Green was set to make his directorial debut with a science-fiction adventure film titled Earth to Echo by Walt Disney Pictures on May 22, 2012. Disney sold the film's rights to Relativity Media in 2013. Andrew Panay produced the film, which was scripted by Henry Gayden and starred Astro, Reese Hartwig, and Teo Halm. The film was released on July 2, 2014, grossing more than $45 million.

In August 2013, Warner Bros. set Green to direct sci-fi action Lore, based on the graphic novel written by Ashley Wood and T.P. Louise. Cory Goodman and Jeremy Lott wrote the script, while Dwayne Johnson was cast in the lead role. Barry Sonnenfeld was previously attached to direct the film.

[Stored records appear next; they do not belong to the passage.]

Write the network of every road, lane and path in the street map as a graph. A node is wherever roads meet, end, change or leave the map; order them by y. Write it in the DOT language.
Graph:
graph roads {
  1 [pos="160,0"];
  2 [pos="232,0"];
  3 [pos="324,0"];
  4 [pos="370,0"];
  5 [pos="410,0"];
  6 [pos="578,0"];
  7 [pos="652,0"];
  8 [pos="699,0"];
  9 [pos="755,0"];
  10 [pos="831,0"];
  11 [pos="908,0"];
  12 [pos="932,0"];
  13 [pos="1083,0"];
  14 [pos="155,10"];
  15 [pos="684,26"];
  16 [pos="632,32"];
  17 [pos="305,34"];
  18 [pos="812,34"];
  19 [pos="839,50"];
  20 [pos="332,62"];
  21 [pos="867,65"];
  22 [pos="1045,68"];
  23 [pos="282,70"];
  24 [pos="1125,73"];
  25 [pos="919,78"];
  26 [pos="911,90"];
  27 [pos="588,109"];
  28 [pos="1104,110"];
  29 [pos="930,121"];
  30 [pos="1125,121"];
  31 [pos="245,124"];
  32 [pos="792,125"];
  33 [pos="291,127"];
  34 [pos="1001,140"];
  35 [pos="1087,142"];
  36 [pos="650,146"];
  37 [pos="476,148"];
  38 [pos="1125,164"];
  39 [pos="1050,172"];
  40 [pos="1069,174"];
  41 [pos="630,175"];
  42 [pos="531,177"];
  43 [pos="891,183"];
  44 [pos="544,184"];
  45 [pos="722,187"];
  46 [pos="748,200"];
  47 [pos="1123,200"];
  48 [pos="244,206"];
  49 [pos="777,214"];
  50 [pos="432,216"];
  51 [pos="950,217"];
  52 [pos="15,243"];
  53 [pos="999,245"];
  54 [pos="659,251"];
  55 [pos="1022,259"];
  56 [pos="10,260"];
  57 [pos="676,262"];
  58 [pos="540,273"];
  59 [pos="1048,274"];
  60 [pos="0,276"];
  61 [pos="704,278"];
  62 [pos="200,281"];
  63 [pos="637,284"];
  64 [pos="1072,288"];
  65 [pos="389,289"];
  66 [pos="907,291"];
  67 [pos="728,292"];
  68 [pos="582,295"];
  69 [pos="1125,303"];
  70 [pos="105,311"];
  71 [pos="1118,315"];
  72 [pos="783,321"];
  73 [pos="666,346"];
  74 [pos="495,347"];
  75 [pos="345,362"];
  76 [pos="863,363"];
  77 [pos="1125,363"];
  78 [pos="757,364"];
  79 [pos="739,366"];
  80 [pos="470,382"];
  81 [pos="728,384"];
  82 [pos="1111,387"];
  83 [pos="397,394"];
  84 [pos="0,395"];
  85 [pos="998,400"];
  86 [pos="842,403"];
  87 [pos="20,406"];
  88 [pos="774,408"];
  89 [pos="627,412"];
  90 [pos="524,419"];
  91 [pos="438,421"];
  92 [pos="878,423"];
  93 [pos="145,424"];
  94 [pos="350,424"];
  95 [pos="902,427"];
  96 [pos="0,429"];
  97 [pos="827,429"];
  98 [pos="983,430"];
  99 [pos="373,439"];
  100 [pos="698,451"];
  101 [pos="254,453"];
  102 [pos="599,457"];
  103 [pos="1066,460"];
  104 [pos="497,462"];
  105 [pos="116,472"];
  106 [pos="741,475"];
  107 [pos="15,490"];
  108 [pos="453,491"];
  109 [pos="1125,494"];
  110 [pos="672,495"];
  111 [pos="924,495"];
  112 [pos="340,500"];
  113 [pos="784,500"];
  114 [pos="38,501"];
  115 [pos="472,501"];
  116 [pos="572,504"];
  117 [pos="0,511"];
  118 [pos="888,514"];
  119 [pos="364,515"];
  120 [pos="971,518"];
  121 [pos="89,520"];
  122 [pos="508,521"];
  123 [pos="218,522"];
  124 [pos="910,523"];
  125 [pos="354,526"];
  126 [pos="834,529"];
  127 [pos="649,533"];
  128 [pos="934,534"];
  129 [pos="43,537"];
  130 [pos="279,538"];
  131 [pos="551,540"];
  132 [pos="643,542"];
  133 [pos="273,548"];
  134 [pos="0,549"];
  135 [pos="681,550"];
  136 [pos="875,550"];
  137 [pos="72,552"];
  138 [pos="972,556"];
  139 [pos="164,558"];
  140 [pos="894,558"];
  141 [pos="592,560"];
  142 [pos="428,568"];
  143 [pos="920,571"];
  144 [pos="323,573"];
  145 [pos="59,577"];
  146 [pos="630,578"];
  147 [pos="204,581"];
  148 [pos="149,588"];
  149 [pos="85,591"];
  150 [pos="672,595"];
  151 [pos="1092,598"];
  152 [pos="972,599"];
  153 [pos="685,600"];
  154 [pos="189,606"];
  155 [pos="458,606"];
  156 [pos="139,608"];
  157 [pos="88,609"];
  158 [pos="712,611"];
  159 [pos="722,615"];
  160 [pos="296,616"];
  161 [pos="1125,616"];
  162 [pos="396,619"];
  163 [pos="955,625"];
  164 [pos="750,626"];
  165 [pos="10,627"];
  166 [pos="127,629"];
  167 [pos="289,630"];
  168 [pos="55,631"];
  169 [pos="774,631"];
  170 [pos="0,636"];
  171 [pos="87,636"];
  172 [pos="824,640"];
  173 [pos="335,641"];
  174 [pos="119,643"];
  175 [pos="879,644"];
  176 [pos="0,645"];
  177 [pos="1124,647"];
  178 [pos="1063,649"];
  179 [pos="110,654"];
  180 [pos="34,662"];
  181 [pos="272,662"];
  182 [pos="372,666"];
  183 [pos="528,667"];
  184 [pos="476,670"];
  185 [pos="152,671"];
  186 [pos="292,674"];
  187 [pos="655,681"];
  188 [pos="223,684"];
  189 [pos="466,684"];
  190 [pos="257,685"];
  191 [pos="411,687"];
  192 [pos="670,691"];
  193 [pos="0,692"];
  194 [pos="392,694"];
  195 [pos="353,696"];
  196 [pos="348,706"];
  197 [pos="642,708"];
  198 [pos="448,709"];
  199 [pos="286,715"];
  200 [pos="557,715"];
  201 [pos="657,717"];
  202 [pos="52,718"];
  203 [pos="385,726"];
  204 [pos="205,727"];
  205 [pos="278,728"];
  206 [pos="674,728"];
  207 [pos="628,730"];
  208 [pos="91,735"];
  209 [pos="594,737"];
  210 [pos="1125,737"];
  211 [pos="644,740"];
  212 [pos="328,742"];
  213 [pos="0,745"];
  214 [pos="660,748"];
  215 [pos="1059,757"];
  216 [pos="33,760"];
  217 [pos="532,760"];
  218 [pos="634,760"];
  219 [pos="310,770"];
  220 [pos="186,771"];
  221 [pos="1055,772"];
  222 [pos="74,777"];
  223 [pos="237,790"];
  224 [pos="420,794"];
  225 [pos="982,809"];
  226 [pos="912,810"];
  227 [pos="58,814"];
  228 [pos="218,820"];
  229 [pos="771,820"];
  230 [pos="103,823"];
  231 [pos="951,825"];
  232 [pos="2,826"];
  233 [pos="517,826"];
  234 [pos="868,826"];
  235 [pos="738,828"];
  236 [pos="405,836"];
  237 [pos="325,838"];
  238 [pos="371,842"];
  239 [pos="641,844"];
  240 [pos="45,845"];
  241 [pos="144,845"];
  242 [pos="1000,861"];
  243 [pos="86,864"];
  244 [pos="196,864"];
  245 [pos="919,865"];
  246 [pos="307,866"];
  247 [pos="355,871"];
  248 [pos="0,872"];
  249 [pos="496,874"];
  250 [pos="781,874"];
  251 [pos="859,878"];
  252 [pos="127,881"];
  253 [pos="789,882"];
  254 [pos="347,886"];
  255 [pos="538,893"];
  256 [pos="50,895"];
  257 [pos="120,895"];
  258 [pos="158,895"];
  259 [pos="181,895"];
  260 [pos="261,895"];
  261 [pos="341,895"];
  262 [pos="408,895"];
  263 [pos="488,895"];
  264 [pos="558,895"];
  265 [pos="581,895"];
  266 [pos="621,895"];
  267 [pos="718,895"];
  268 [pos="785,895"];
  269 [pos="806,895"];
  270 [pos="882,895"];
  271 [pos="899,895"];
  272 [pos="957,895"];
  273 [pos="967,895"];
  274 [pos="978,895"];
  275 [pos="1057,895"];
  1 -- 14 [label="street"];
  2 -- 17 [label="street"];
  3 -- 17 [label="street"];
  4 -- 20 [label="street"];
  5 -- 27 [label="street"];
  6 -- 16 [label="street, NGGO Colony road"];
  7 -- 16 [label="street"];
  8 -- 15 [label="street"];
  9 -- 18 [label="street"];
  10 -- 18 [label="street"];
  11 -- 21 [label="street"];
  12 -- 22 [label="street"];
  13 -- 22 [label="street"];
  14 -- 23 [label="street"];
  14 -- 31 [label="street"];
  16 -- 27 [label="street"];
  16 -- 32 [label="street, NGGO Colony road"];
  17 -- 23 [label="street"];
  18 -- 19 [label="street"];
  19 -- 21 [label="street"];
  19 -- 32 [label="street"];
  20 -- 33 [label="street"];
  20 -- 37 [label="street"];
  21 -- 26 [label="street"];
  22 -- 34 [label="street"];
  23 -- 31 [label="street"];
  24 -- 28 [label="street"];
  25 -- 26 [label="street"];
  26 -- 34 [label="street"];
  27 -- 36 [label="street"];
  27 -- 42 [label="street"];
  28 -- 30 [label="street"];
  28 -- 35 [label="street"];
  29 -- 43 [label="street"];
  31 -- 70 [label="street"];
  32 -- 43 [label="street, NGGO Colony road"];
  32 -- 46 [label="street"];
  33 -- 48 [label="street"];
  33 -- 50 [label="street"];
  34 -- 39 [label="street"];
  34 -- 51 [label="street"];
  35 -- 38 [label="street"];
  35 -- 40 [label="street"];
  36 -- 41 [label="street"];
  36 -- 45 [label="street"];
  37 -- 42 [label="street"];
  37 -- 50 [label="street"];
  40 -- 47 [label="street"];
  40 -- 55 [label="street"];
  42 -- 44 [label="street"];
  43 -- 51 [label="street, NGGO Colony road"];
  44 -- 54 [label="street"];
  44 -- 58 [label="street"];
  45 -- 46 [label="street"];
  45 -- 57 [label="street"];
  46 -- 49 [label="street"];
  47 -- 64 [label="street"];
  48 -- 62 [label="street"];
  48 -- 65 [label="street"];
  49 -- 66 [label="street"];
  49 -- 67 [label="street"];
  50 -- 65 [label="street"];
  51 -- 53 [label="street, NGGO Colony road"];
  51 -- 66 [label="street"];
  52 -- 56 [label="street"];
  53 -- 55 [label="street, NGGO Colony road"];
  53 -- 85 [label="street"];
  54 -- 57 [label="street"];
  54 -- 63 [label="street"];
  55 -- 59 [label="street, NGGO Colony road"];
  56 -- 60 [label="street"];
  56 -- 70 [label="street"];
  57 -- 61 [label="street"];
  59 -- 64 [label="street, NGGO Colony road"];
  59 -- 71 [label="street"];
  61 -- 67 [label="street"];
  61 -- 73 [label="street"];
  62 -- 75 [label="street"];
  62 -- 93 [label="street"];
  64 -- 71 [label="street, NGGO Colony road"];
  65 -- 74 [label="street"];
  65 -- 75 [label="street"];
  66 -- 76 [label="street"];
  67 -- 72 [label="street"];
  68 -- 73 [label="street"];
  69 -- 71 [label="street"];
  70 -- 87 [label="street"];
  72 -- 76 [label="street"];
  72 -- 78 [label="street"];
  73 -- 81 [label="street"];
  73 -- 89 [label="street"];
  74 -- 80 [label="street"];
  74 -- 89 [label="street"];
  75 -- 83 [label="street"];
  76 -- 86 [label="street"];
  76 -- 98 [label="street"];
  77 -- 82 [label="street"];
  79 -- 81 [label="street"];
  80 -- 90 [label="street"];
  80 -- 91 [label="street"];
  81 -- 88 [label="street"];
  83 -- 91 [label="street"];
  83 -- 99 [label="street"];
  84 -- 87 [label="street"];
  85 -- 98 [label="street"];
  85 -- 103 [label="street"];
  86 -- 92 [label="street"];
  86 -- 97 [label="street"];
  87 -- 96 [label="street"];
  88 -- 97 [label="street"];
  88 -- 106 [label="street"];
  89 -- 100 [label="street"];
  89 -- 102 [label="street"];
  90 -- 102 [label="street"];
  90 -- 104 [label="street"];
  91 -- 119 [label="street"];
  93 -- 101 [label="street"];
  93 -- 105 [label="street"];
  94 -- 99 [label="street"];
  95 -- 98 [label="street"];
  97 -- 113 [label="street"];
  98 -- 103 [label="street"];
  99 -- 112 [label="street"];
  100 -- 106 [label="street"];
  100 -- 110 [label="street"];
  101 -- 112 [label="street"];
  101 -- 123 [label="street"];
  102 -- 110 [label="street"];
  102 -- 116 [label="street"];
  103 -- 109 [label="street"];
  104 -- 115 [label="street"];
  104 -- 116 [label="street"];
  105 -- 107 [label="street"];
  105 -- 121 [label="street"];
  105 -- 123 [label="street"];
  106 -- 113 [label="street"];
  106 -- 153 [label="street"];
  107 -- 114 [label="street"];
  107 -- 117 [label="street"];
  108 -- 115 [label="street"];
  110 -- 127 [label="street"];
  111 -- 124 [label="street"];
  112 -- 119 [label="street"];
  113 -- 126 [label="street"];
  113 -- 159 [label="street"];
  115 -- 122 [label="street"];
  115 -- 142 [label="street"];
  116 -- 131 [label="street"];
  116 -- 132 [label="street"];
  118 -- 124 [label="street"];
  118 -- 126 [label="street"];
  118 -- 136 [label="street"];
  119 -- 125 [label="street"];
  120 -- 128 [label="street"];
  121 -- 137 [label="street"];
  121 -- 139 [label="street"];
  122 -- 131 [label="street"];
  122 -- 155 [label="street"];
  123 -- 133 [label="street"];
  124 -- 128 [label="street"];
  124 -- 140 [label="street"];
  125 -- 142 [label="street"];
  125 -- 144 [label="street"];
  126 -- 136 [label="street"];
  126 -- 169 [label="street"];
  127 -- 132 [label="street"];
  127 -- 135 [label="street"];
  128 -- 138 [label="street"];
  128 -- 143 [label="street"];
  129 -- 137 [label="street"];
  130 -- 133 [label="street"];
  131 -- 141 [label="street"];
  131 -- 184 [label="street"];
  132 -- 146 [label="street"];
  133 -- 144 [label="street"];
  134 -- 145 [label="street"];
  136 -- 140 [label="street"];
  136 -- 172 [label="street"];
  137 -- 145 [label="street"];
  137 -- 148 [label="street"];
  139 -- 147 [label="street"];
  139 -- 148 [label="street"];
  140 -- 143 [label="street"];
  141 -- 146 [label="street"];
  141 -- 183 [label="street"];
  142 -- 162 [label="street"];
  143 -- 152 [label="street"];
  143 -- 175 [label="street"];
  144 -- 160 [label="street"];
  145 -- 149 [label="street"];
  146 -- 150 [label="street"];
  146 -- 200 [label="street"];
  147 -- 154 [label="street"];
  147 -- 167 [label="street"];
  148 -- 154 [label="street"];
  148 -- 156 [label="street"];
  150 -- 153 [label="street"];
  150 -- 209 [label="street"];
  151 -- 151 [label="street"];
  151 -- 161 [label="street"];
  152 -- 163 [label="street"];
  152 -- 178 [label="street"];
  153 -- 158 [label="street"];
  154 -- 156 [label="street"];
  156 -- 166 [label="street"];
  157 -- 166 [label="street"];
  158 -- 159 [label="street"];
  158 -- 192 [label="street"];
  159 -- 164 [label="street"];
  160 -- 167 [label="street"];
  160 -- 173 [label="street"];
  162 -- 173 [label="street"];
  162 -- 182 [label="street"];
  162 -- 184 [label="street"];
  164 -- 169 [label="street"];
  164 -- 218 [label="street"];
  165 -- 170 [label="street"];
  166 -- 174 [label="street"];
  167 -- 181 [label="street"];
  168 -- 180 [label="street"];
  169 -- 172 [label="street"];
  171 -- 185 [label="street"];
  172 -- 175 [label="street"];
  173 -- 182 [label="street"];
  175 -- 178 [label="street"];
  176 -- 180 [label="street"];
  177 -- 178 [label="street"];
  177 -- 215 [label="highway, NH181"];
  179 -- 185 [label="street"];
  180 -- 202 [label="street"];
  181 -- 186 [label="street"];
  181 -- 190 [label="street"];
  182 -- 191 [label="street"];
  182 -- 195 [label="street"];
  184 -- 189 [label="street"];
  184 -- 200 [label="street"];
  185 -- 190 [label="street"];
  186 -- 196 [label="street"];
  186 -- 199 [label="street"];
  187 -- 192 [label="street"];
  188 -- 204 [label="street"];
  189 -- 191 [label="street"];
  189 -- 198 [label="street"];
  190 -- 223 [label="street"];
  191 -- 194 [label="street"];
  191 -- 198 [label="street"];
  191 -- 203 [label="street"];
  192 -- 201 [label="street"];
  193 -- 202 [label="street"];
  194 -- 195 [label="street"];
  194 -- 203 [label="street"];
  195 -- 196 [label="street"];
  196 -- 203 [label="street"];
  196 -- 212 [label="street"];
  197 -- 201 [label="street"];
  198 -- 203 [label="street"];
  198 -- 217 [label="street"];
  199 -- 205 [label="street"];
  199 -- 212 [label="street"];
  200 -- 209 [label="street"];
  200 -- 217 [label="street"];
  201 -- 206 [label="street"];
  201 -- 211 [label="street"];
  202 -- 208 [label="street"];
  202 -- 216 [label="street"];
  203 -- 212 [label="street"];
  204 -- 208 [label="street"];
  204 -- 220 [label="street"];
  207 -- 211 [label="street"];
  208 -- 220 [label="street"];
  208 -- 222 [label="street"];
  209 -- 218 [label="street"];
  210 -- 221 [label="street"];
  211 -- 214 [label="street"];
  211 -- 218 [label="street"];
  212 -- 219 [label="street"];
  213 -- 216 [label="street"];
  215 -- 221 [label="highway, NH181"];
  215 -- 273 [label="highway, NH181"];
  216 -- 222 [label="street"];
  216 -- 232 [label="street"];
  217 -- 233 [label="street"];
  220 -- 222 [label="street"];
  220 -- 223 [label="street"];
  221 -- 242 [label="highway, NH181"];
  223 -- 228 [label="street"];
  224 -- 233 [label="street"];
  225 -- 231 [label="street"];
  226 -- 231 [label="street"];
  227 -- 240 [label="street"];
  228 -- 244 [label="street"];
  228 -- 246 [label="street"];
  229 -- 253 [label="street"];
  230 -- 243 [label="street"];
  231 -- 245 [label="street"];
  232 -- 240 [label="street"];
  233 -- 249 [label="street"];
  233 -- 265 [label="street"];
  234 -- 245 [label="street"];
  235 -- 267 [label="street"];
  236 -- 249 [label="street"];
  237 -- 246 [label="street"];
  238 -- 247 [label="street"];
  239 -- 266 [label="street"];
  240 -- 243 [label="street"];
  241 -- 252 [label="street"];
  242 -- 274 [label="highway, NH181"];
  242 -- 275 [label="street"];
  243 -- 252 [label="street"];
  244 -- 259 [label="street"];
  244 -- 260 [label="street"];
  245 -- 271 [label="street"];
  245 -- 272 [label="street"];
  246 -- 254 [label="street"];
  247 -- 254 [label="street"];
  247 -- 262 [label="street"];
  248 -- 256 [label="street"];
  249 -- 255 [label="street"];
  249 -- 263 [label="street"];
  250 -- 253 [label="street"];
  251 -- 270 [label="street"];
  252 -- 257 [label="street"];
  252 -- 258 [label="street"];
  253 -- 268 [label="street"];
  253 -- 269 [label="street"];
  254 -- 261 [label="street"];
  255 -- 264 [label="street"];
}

On December 4, 2014, Green was set by Paramount Pictures to direct Teenage Mutant Ninja Turtles: Out of the Shadows, a sequel to the 2014 film Teenage Mutant Ninja Turtles, directed by Jonathan Liebesman, which grossed $493 million worldwide. The first film's screenwriters, Josh Appelbaum and André Nemec, wrote the script for the film, which was released on June 3, 2016. Michael Bay produced the film, which starred Alan Ritchson, Jeremy Howard, Pete Ploszek, and Noel Fisher. Filming began in April 2015 in New York City and Buffalo.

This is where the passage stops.